I arrived at Stirling University in September 1973 with an amplifier and a couple of guitars, but no loudspeaker, so the first thing I did was to set about acquiring one. Somehow I met up with a couple of cowboys who used to hang about the campus all the time with their student girlfriends. They offered to build me a speaker cabinet, a standard one with four 12" speakers in it, or so I thought. Unfortunately I didn't specify the dimensions, so they produced a monster which would hardly fit into my (admittedly tiny) room. Actually the student rooms on the Stirling campus were like prison cells. Their only saving grace was - Duvets! - what a novelty a duvet was back then.
Anyway, as regards as the speaker cabinet, there was an extremely well-equipped workshop in the Psychology Department at Stirling. I ingratiated myself with its head technician, my fellow countryman Angus Annan, and got the cabinet cut down to a more sensible size. It gave good service for many years after that, even making a brief appearance at the Edinburgh Festival Fringe, then as one half of The Klingons P.A., and finally getting a good home with Percy Aggett and the Donuts (see Chapter 4 for more about The Klingons and Percy).
Over the next couple of years I bought another couple of guitars and a combo amplifier, but as yet no more live performances. There were a few fellow musicians in the Psychology Department, and we tried to form a band, tentatively called The Crynoids (or was it Psyclops?). Mark Farrar had an early Roland synthesiser, which was quite a novelty. Unfortunately, as with most synthesisers in those days, it was monophonic, i.e., it could only produce one note at a time, which was a bit limiting.

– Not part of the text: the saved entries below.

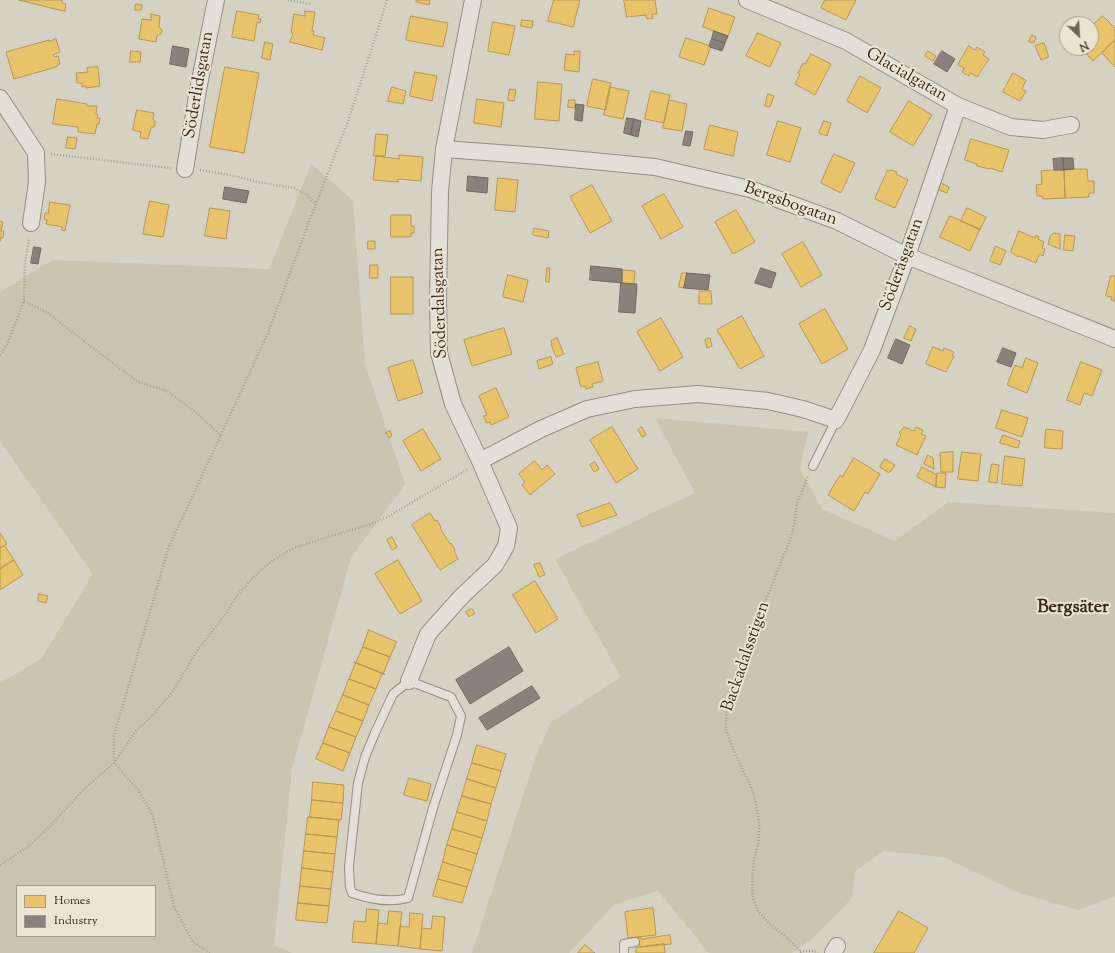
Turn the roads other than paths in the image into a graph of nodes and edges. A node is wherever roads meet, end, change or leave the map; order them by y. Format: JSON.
{"nodes":[{"id":1,"x":216,"y":0,"type":"edge"},
{"id":2,"x":472,"y":0,"type":"edge"},
{"id":3,"x":747,"y":0,"type":"edge"},
{"id":4,"x":0,"y":98,"type":"edge"},
{"id":5,"x":958,"y":106,"type":"junction"},
{"id":6,"x":1071,"y":125,"type":"dead end"},
{"id":7,"x":444,"y":150,"type":"junction"},
{"id":8,"x":185,"y":169,"type":"road end"},
{"id":9,"x":32,"y":222,"type":"road end"},
{"id":10,"x":907,"y":256,"type":"junction"},
{"id":11,"x":1115,"y":339,"type":"edge"},
{"id":12,"x":836,"y":420,"type":"junction"},
{"id":13,"x":480,"y":461,"type":"junction"},
{"id":14,"x":813,"y":466,"type":"road end"},
{"id":15,"x":409,"y":681,"type":"junction"},
{"id":16,"x":635,"y":942,"type":"dead end"},
{"id":17,"x":624,"y":953,"type":"edge"}],
"edges":[{"from":1,"to":8,"type":"street","name":"Söderlidsgatan"},
{"from":2,"to":7,"type":"street","name":"Söderdalsgatan"},
{"from":3,"to":5,"type":"street","name":"Glacialgatan"},
{"from":4,"to":9,"type":"street"},
{"from":5,"to":6,"type":"street","name":"Glacialgatan"},
{"from":5,"to":10,"type":"street","name":"Söderåsgatan"},
{"from":7,"to":10,"type":"street","name":"Bergsbogatan"},
{"from":7,"to":13,"type":"street","name":"Söderdalsgatan"},
{"from":10,"to":11,"type":"street","name":"Bergsbogatan"},
{"from":10,"to":12,"type":"street","name":"Söderåsgatan"},
{"from":12,"to":13,"type":"street"},
{"from":12,"to":14,"type":"lane"},
{"from":13,"to":15,"type":"street","name":"Söderdalsgatan"},
{"from":15,"to":15,"type":"lane"},
{"from":16,"to":17,"type":"lane"}]}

We worked on esoteric numbers such as Soft Machine's "Hibou, Anemone and Bear" and "Fletcher's Nose Job," but no recordings of these exist as far as I know. The Crynoids/Psyclops also included the talented Don Christie on bass, and the extroverted but rather less talented Carlos Roldan (all the way from California) on guitar, but the band never really got going, and never performed live. The lack of a drummer may have been part of the problem.

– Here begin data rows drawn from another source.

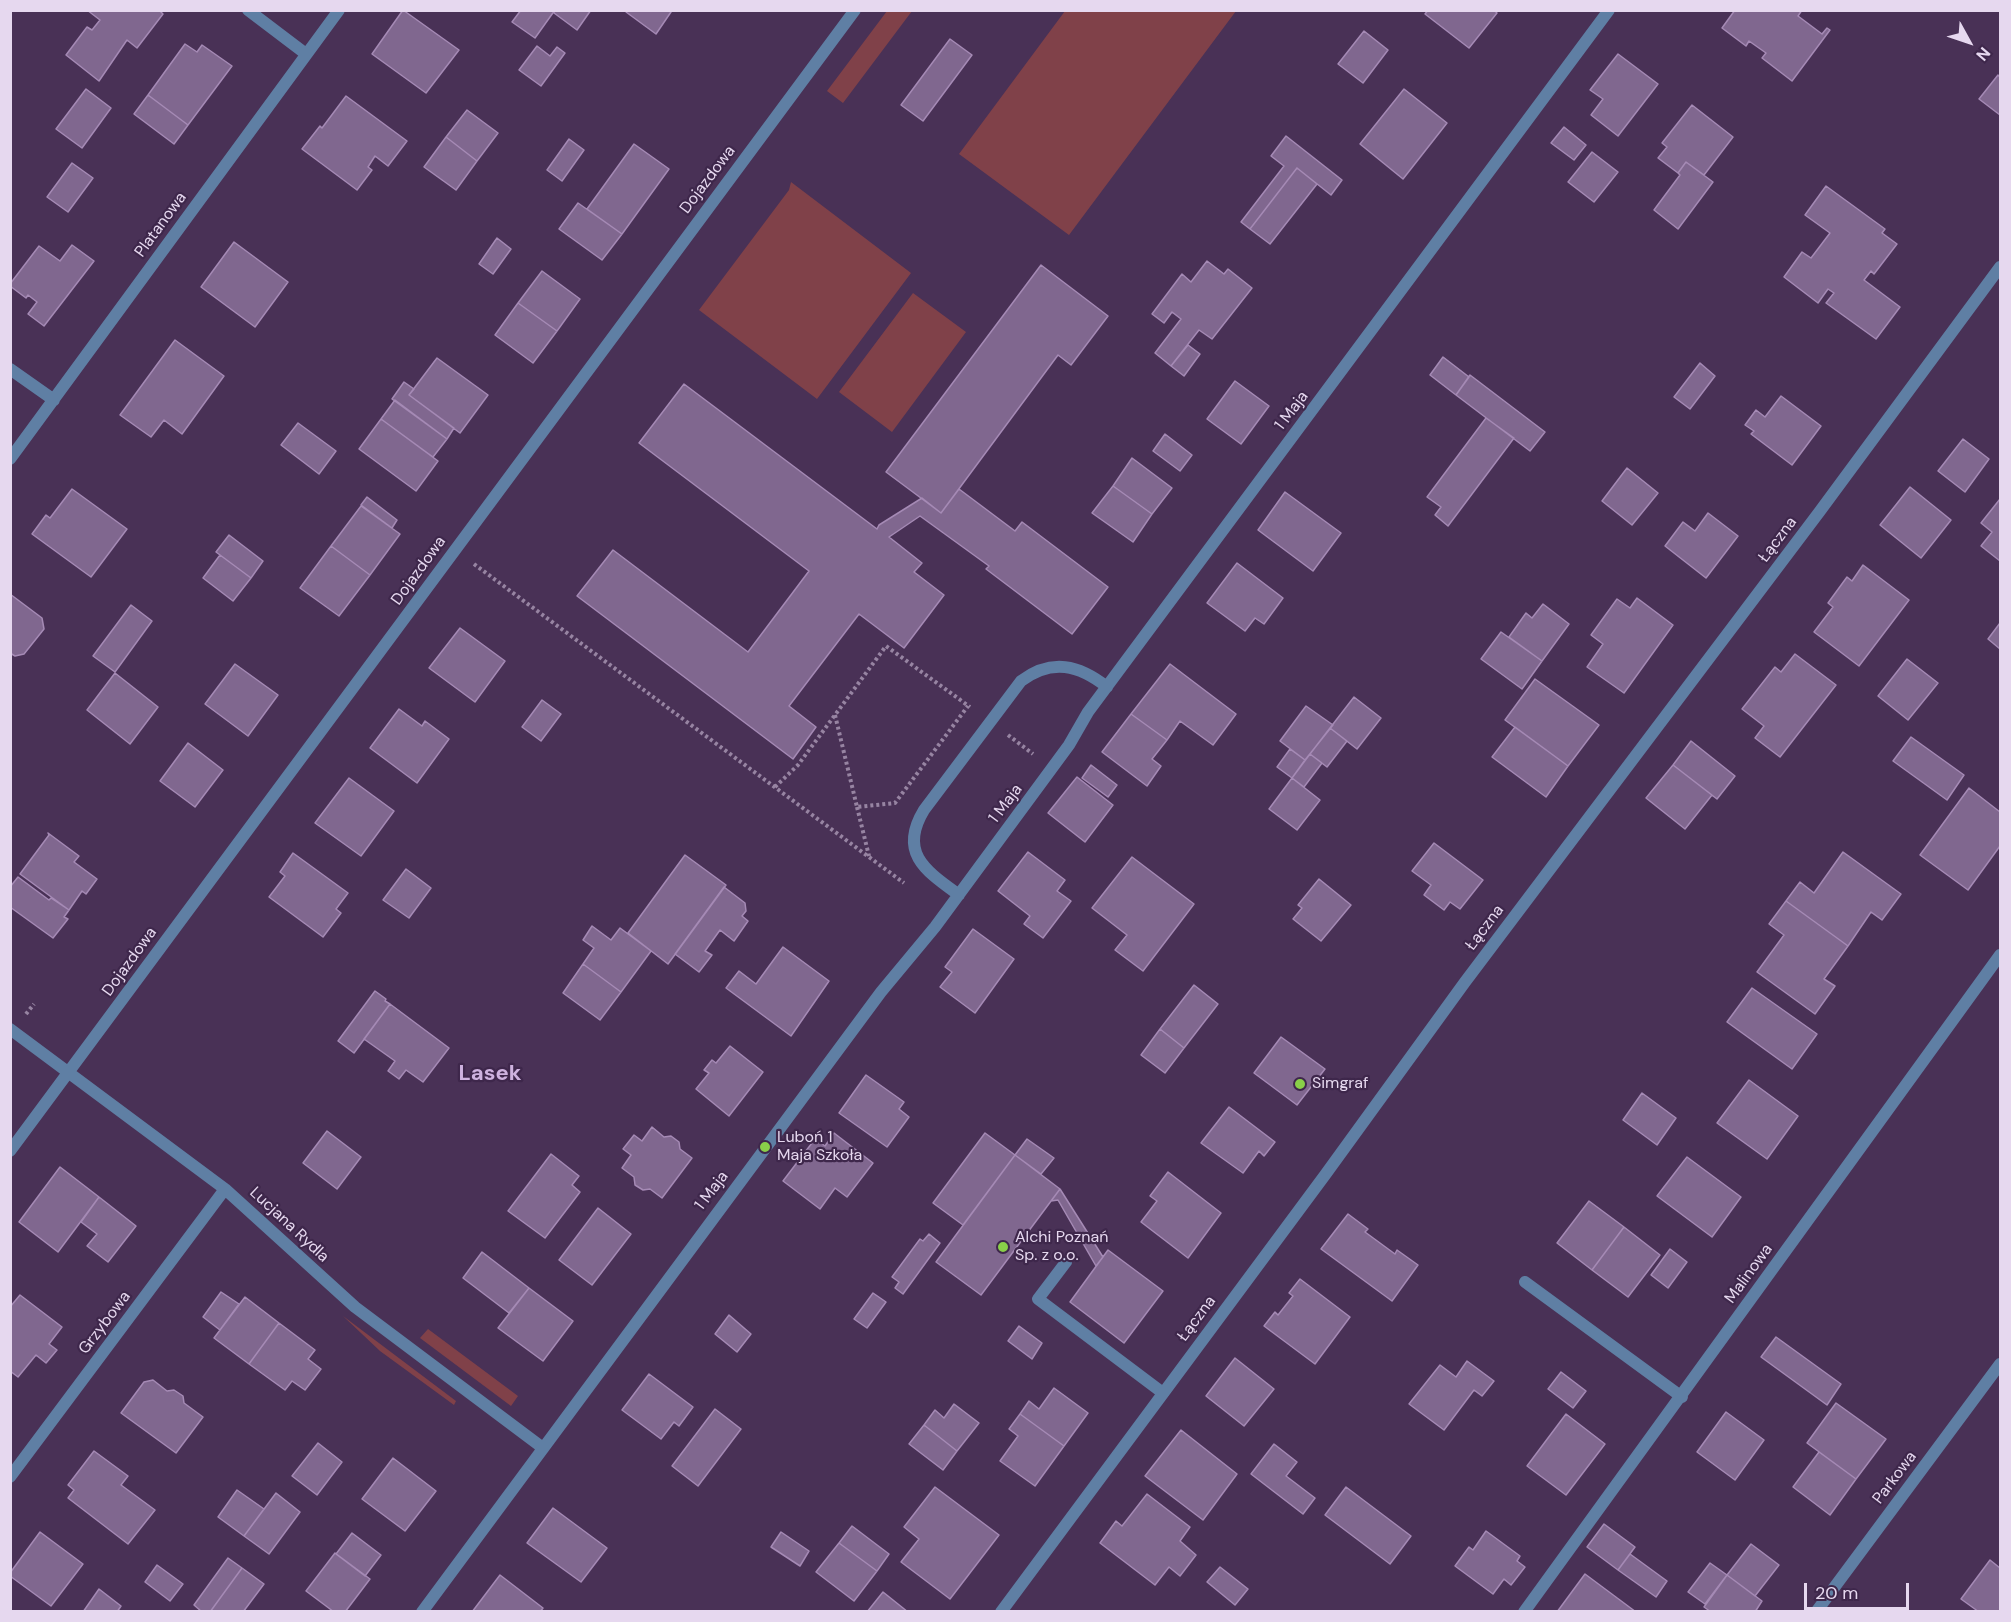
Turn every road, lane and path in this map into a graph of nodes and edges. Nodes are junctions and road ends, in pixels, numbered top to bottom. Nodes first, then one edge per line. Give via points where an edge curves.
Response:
1 (248, 10) edge
2 (339, 10) edge
3 (855, 10) edge
4 (1610, 10) edge
5 (306, 54) junction
6 (2001, 267) edge
7 (10, 369) edge
8 (54, 400) junction
9 (10, 459) edge
10 (468, 560) dead end
11 (1107, 687) junction
12 (968, 706) junction
13 (835, 715) junction
14 (991, 722) junction
15 (1034, 754) dead end
16 (775, 787) junction
17 (857, 807) junction
18 (869, 857) junction
19 (906, 885) dead end
20 (959, 895) junction
21 (2001, 955) edge
22 (10, 1029) edge
23 (70, 1072) junction
24 (10, 1151) edge
25 (225, 1189) junction
26 (1066, 1262) dead end
27 (1525, 1282) dead end
28 (2001, 1364) edge
29 (1163, 1393) junction
30 (1682, 1397) junction
31 (543, 1448) junction
32 (10, 1477) edge
33 (422, 1611) edge
34 (1001, 1611) edge
35 (1524, 1611) edge
36 (1816, 1611) edge

1 - 5 street
2 - 5 street, Platanowa
3 - 23 street, Dojazdowa
4 - 11 street, 1 Maja
5 - 8 street, Platanowa
6 - 29 street, Łączna via 1465,982
7 - 8 street
8 - 9 street, Platanowa
10 - 16 path
11 - 14 street via 1077,669 1043,670 1021,681
11 - 20 street, 1 Maja
12 - 13 path via 886,646
12 - 14 path
12 - 17 path via 895,803
13 - 16 path via 798,765
13 - 17 path
14 - 15 path
14 - 20 street via 914,829 919,862
16 - 18 path
17 - 18 path
18 - 19 path
20 - 31 street, 1 Maja via 874,1001
21 - 30 street, Malinowa
22 - 23 street, Lucjana Rydla
23 - 24 street, Dojazdowa
23 - 25 street, Lucjana Rydla
25 - 31 street, Lucjana Rydla via 355,1306
25 - 32 street, Grzybowa
26 - 29 street via 1038,1299
27 - 30 street
28 - 36 street, Parkowa
29 - 34 street, Łączna
30 - 35 street, Malinowa
31 - 33 street, 1 Maja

Fortunately, there were other outlets for creative talent. Our head of department, Professor Moray, used to wear a computer printed circuit board on the end of a bit of leather as a medallion, that's just how hip and trendy the Psychology Department was in those days. Just along the corridor was the University's Artist In Residence, Francis Pratt, and our department rather took him under its wing, since his office was next to our tea room. He was given access to all technical facilities, and staff and students alike were encouraged to assist him in his ventures.
This was around about the time that the Tate Gallery acquired Carl Andre's "Equivalent VIII, 1966", a low-lying sculpture consisting of two neat layers of 120 bricks, for £2000. The tabloids screamed "What a Load of Rubbish," there was general public disgust, and someone even defaced the exhibit by throwing dye over it. In Stirling, Francis Pratt decided to put on an event in response to all of this, and I, amongst others, was recruited to help.
In the auditory laboratory, we recorded 120 people speaking the work "brick" into a tape recorder, and then we started playing around. We constructed auditory piles and pyramids galore, by means of overdubbing and multi-tracking, etc., and the results sounded most unusual to say the least. I don't have these recordings any more (you'll probably be pleased to hear!), but if you can imagine the following pyramid in sound, you'll be getting there. (To save you the trouble of counting - yes, it contains exactly 120 bricks.)
Francis subsequently organised various other events, including the "L-shaped Happening," so-called because it took place in a L-shaped room, at which Mark Farrar and I provided music and/or sounds of some sort, the precise details of which escape me now.
At the end of the long, hot summer of 1976, I left Stirling to take up a job as a post-doctorate research fellow at the University of York. I had enjoyed myself at Stirling, and had done well academically, obtaining an MSc, completing the groundwork for my PhD, and acquiring the computer programming skills which have served me so well ever since. However, it was a fairly unproductive period for me in musical terms, in contrast to the musical explosion which I was about to experience over the next few years in York.